Edinburgh City Council’s introduction of a restriction on the use of dwellinghouses as short term lets does not apply retrospectively, the Court of Session has ruled in allowing a petition by a claimant against the law.

The city-wide Edinburgh Short-term Let (STL) Control Area came into force on 5 September 2022, which meant that the use of a residential property for short-term let accommodation would constitute a change of use requiring planning permission. It required a landlord to need to either have planning permission in place, or an ongoing application for planning permission, or have it in place confirmation from the council that planning permission was not required.

The claimant sought confirmation from the court that the use of a dwellinghouse within a short-term let control area for the purpose of providing short-term lets was not deemed to involve a material change of use of that dwellinghouse in terms of s.26B(2) of the Town and Country Planning (Scotland) Act 1997 where that use predated the designation of the area as a short-term let control area. Confirmation was also sought that the local planning authority’s adoption of an amendment to its non-statutory planning guidance was irrational in so far as it proceeded upon a material error of law.

Lord Braid in finding in favour of the claimant, held where there was a deemed change of use for all properties already lawfully being used for short-term lets to that same use, there was no logical basis for differentiating between properties according to how that lawfulness was acquired, nor did s.26B(2) attempt to do so.
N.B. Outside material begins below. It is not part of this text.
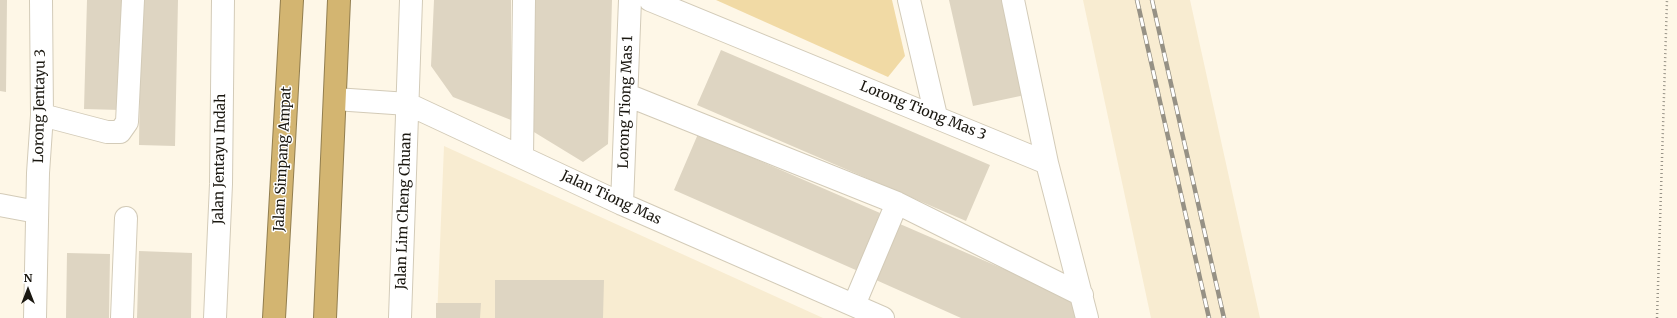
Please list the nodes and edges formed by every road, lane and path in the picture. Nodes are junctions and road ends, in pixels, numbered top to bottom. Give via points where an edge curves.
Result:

If one operator had a certificate of lawful use but the other did not, it was not obvious why they ought to be in a different position from each other as of 5 September 2022. The council’s argument that the operator with a certificate of lawful use need not apply for planning permission, whereas the other operator would be bound to do so, was unfair and illogical, the judge opined.

The court held that the Scottish Parliament did not intend s.26B to have retrospective effect by requiring planning permission to be applied for where there had already been a change of use. Such an intention would have been made clear in express terms the judge decided. Thus the claim succeeded.

However the court ruled that there was there was nothing inherently wrong or irrational in the aspect of the council’s guidance which stated that in Edinburgh an STL licence holder would need to have either planning permission, or an ongoing application for planning permission, or confirmation from the respondent that planning permission was not required.